Collected data entries
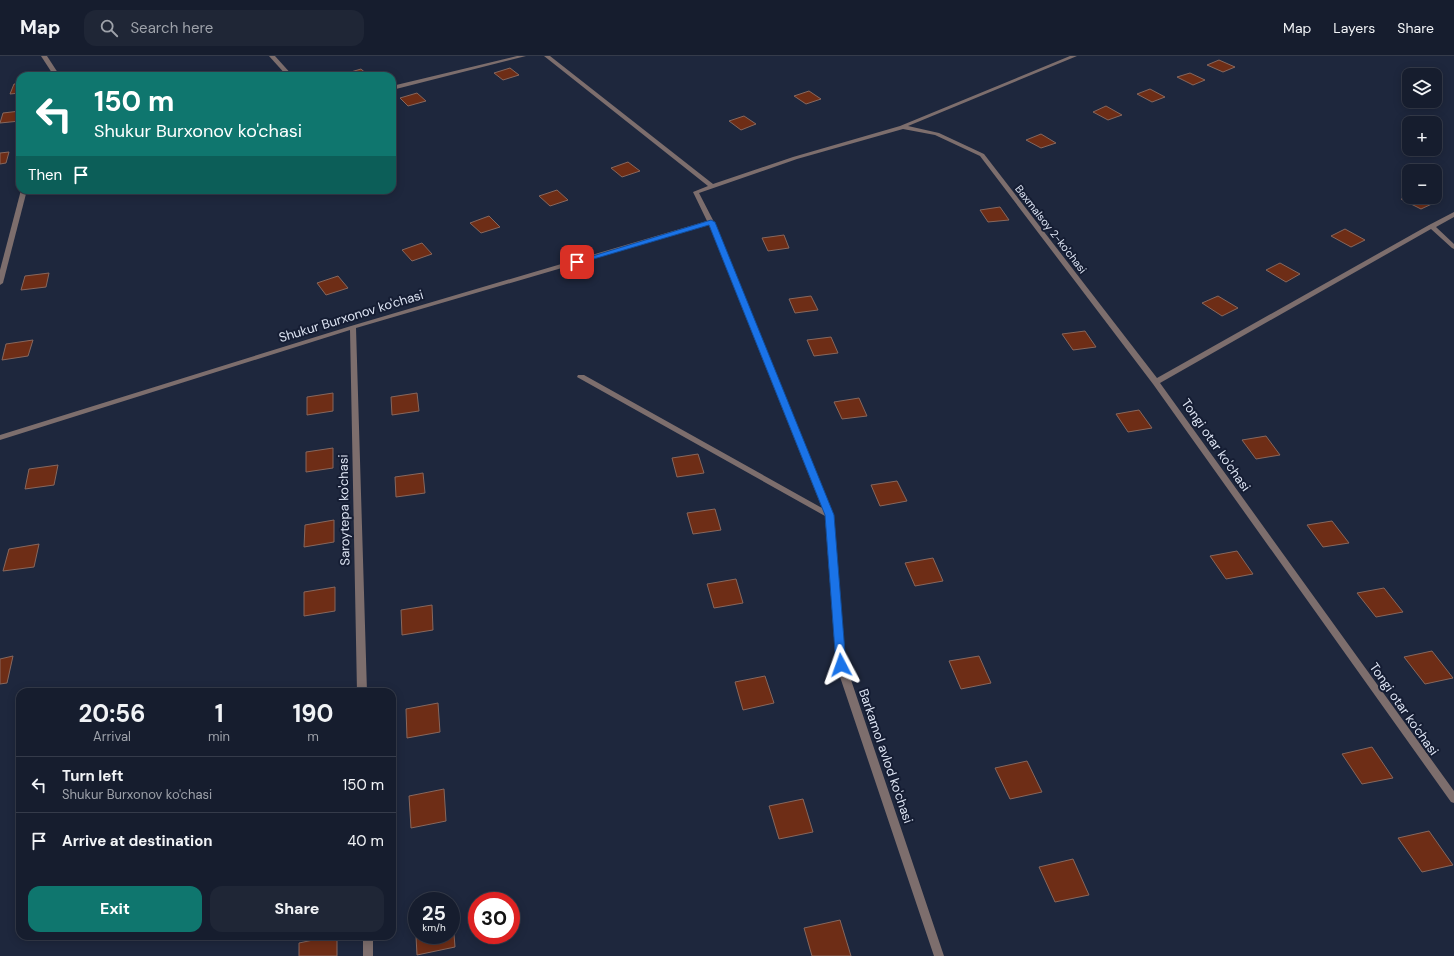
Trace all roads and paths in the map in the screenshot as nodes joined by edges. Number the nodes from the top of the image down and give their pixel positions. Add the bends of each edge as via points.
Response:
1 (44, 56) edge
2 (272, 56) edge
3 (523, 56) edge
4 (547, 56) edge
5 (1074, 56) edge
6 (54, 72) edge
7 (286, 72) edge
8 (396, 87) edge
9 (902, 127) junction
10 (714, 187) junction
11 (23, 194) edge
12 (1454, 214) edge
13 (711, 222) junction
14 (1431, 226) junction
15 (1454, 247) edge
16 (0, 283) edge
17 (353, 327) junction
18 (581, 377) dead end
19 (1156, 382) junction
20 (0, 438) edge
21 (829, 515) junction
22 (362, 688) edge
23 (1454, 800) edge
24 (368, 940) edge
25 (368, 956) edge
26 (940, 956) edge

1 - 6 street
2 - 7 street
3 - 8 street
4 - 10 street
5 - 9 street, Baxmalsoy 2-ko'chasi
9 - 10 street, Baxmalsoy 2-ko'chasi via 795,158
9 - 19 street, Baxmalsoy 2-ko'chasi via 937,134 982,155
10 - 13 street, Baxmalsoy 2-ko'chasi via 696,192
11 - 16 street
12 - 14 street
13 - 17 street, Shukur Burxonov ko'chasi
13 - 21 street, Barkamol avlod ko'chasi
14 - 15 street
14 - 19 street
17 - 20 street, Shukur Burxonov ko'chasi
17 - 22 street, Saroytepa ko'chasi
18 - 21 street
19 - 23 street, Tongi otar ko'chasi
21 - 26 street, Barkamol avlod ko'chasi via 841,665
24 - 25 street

--

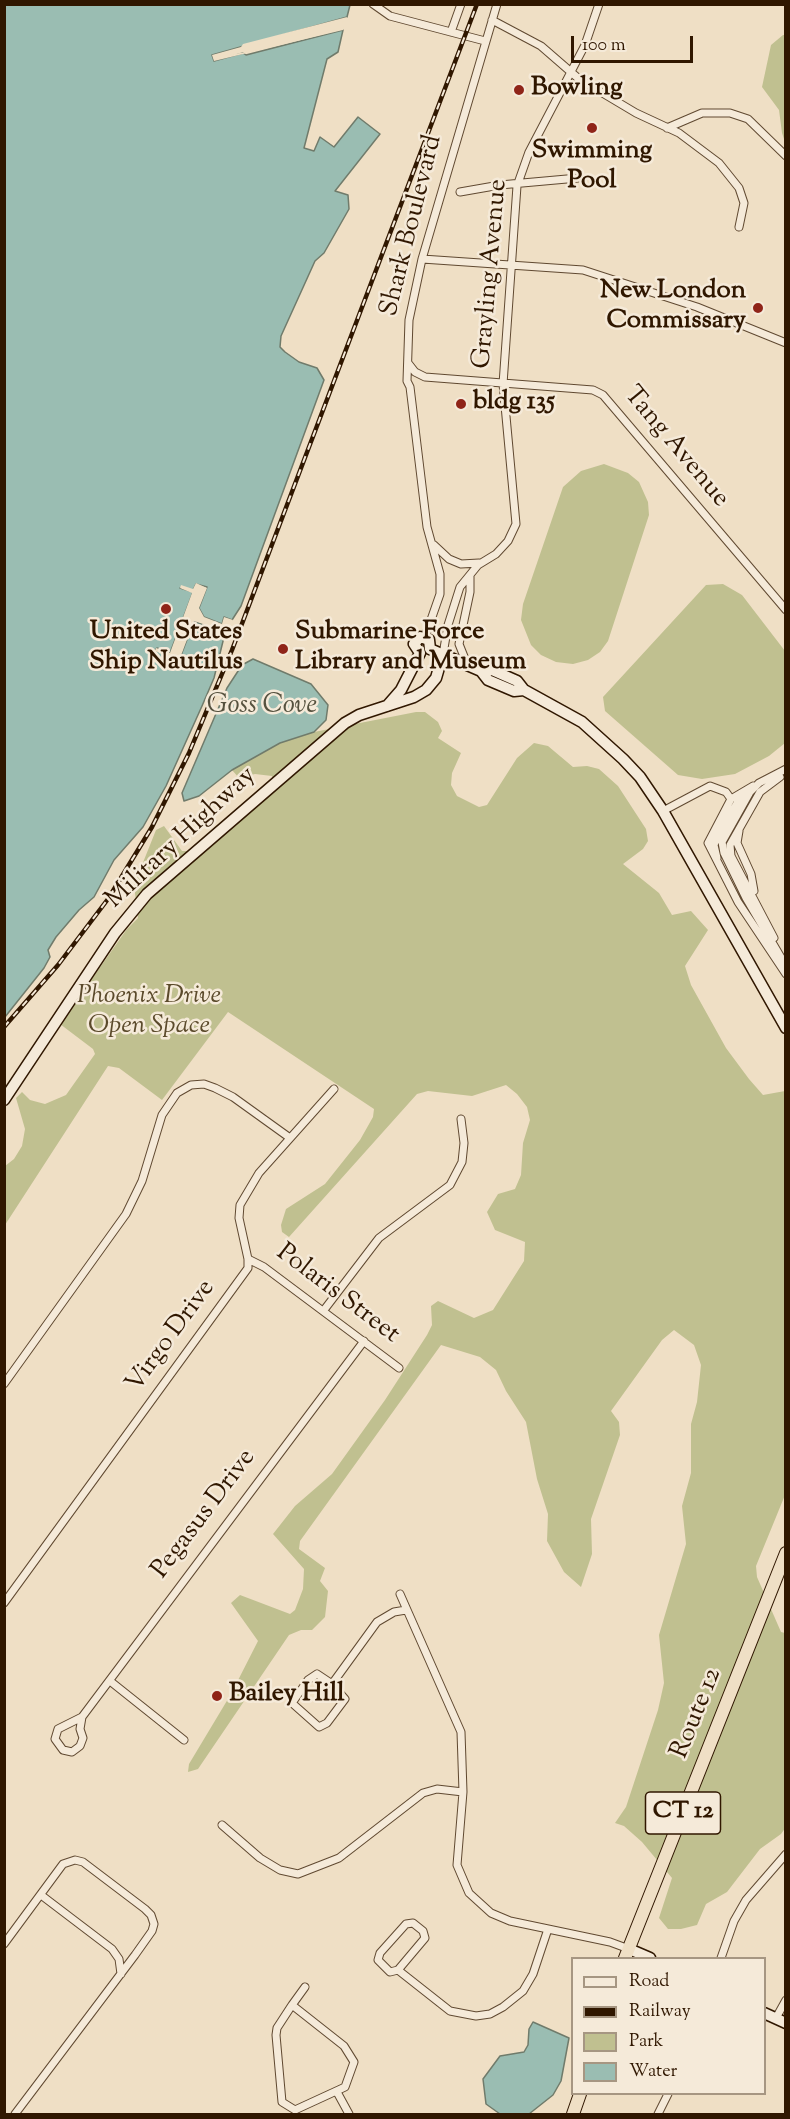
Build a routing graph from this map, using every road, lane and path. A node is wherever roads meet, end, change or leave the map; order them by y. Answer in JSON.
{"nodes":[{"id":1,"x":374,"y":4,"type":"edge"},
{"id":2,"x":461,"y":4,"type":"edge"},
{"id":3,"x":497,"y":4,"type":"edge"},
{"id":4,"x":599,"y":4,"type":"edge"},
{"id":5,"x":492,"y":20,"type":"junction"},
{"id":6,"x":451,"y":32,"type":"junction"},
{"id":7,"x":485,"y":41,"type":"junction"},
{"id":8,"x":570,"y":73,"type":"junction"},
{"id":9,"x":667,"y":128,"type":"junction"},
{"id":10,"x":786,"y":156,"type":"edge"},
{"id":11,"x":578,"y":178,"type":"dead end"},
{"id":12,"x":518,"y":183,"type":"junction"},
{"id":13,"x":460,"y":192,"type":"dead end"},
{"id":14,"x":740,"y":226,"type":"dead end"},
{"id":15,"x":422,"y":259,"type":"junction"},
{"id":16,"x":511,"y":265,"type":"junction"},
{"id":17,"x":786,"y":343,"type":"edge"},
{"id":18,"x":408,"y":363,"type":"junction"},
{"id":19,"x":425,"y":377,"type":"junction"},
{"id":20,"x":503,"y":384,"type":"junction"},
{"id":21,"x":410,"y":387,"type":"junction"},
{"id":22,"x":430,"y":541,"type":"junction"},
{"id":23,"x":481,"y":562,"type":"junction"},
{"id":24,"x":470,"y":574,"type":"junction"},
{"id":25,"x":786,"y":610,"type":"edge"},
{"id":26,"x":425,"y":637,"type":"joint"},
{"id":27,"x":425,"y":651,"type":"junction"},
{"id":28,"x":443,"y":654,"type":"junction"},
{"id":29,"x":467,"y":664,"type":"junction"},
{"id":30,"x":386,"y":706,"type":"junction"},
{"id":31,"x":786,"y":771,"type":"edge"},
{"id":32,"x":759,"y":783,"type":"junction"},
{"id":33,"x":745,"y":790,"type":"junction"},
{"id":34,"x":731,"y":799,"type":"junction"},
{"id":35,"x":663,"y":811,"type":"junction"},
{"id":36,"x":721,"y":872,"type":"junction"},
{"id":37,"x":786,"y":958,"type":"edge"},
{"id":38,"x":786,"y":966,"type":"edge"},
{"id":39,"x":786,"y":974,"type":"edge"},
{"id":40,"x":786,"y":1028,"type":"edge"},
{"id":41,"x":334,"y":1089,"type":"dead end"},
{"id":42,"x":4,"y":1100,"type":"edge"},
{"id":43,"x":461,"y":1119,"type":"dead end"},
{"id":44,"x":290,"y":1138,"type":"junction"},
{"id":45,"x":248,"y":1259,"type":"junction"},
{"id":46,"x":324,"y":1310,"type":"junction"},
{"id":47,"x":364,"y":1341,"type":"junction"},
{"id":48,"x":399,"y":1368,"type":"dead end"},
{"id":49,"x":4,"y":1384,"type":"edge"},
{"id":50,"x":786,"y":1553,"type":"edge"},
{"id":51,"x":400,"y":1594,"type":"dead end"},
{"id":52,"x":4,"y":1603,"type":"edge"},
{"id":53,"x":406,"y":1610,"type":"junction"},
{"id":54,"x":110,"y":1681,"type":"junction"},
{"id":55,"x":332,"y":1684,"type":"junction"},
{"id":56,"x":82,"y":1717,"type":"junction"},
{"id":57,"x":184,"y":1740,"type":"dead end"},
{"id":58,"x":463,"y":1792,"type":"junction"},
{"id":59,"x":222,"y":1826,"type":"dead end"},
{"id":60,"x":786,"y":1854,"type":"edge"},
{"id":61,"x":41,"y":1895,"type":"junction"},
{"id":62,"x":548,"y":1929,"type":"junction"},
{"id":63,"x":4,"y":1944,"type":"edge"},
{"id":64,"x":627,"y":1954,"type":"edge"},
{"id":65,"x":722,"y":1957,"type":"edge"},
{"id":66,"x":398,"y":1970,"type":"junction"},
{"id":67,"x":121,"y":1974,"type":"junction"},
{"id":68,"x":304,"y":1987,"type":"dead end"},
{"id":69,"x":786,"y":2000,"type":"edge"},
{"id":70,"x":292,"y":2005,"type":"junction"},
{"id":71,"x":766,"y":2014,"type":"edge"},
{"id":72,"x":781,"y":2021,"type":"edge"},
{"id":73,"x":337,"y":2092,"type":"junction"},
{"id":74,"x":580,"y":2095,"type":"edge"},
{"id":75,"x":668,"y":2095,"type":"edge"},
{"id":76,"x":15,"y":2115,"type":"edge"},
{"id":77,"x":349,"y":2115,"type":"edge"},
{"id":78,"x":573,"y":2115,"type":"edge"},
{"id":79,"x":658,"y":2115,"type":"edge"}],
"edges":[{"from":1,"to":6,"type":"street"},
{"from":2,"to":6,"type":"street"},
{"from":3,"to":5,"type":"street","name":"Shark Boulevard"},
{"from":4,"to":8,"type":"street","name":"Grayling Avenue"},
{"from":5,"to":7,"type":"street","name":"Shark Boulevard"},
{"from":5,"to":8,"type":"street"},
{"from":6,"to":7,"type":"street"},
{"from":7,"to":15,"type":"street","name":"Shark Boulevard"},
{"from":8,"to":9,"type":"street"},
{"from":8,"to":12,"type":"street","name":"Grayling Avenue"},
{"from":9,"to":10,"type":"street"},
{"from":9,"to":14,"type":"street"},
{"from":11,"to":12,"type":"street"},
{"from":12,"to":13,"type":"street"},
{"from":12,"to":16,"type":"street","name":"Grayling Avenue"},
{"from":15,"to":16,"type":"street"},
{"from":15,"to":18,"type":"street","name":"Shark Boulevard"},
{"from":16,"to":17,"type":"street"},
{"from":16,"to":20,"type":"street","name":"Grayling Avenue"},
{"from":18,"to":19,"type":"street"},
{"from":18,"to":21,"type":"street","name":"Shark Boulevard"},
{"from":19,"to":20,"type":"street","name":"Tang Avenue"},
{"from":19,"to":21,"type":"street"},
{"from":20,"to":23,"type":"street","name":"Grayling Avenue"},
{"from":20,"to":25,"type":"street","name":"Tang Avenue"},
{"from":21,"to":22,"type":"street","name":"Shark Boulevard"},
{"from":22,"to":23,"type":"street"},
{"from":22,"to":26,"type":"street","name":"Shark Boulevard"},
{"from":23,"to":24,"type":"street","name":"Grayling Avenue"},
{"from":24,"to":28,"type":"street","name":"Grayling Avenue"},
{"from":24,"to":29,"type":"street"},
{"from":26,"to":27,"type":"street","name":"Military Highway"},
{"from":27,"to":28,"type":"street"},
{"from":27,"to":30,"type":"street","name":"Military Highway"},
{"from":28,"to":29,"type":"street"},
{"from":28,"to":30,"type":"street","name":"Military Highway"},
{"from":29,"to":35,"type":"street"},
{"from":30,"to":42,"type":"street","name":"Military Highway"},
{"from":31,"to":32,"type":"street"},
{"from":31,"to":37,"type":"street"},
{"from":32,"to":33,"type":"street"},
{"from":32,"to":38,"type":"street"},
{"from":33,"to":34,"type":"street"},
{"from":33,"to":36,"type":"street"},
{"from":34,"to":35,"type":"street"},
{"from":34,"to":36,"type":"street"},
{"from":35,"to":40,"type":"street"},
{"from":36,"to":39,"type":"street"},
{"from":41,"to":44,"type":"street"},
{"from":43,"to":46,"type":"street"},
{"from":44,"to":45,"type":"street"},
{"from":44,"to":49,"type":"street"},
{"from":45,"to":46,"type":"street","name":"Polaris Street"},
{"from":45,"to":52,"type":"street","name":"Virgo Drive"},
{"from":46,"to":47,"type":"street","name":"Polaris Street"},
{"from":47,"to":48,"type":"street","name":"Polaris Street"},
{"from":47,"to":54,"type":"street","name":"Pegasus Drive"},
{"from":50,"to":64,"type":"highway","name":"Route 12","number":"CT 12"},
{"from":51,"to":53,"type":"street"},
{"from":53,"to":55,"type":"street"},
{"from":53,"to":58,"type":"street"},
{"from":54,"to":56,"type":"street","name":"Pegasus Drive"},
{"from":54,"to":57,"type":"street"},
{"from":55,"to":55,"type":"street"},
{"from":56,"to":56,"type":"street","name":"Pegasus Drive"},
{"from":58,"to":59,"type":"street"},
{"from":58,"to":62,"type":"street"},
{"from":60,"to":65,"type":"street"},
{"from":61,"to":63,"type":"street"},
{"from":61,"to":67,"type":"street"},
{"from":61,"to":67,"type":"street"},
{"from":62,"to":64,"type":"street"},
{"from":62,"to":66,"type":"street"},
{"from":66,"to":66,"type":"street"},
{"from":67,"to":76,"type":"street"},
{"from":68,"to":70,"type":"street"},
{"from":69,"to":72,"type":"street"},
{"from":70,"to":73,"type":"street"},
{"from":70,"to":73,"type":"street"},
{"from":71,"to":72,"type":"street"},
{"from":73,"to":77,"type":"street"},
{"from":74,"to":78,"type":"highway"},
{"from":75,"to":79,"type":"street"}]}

## Problem
The word "Barkamol" appears in some lines of the records. Please work out how many and reply with that number only.

## Expected answer
2